Just curious as to longevity of dance series.
How do you handle organizer burnout?
I know an organizer who has been at it for 12 years
and wishes to turn
the series
over to a new 'generation'.
How do you generate support and bring new people in to
the organization
of dances?
(dancers scatter when there is mention of
organizing!)
There is a small loyal group of dancers. The problem
is no one wishes to
take up the duties of organizer. This is compounded by the fact that the
main organizer needs to
be a resident of the town where the dance is held. (I do what I can. I
organized a dance and found it was not my calling. esp. as the sole
organizer, dancers want to dance not organize!)
Reframe.
You're not looking for an individual to whom the organizer can hand the robe
and sceptre; you're looking to (a) get a certain minimum set of duties done and
(b) develop a broader sense of ownership of the dance so that people feel
motivated to help get the duties done (and possibly expand the stuff that gets
done).
One of those duties is to be the resident interface to the town, but that
person probably doesn't actually have to be the person who books the staff,
sweeps the floor, and bakes the cookies (if any).

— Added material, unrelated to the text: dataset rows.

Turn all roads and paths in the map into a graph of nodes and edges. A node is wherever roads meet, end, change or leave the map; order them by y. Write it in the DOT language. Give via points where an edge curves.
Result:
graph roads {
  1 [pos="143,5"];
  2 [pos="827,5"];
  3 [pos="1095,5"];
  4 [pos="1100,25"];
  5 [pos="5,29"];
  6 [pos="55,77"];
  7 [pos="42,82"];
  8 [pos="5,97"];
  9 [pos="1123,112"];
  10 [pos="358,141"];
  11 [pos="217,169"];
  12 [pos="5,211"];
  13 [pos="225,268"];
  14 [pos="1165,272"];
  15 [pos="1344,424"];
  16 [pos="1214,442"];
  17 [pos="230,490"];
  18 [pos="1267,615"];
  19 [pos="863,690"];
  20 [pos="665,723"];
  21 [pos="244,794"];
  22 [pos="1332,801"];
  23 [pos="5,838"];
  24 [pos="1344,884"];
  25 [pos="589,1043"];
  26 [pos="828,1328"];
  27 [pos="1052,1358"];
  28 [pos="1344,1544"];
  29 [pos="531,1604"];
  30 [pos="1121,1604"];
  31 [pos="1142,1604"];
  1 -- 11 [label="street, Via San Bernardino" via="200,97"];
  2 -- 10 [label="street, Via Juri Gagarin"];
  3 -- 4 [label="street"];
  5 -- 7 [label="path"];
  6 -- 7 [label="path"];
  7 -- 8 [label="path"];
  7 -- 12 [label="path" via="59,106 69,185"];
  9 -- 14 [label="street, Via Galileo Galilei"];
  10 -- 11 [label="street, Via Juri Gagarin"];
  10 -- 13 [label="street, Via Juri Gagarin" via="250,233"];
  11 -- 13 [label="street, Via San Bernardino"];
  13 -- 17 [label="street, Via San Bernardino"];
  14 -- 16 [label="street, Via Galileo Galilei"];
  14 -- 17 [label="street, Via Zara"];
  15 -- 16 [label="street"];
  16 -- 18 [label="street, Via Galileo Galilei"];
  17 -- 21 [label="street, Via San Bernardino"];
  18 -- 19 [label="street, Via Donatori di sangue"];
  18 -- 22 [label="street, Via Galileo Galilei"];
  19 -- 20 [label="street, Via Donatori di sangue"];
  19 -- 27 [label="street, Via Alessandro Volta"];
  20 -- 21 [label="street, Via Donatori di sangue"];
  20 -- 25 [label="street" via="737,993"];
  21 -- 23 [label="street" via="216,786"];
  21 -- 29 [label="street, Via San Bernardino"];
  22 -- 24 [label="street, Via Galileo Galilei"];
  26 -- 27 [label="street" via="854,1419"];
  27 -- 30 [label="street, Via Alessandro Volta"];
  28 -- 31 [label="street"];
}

People are wary of open-ended commitments, so "could you be the organizer of a
dance series" is a scary question. "Could you bring refreshments in
even-numbered months?" is a much less scary kind of question.
I'd suggest that you announce at a dance (maybe two dances) that at date X in
the future, so-and-so plans to retire from running the dance, and that at
(well-defined date and location well before that time) there'll be a meeting
for those interested in having the dance continue to discuss what to do about
it.
You do need somebody to host that meeting and somebody to facilitate/lead it
and it would be helpful if the organizer could, beforehand, make a list of the
stuff that he or she does for the series.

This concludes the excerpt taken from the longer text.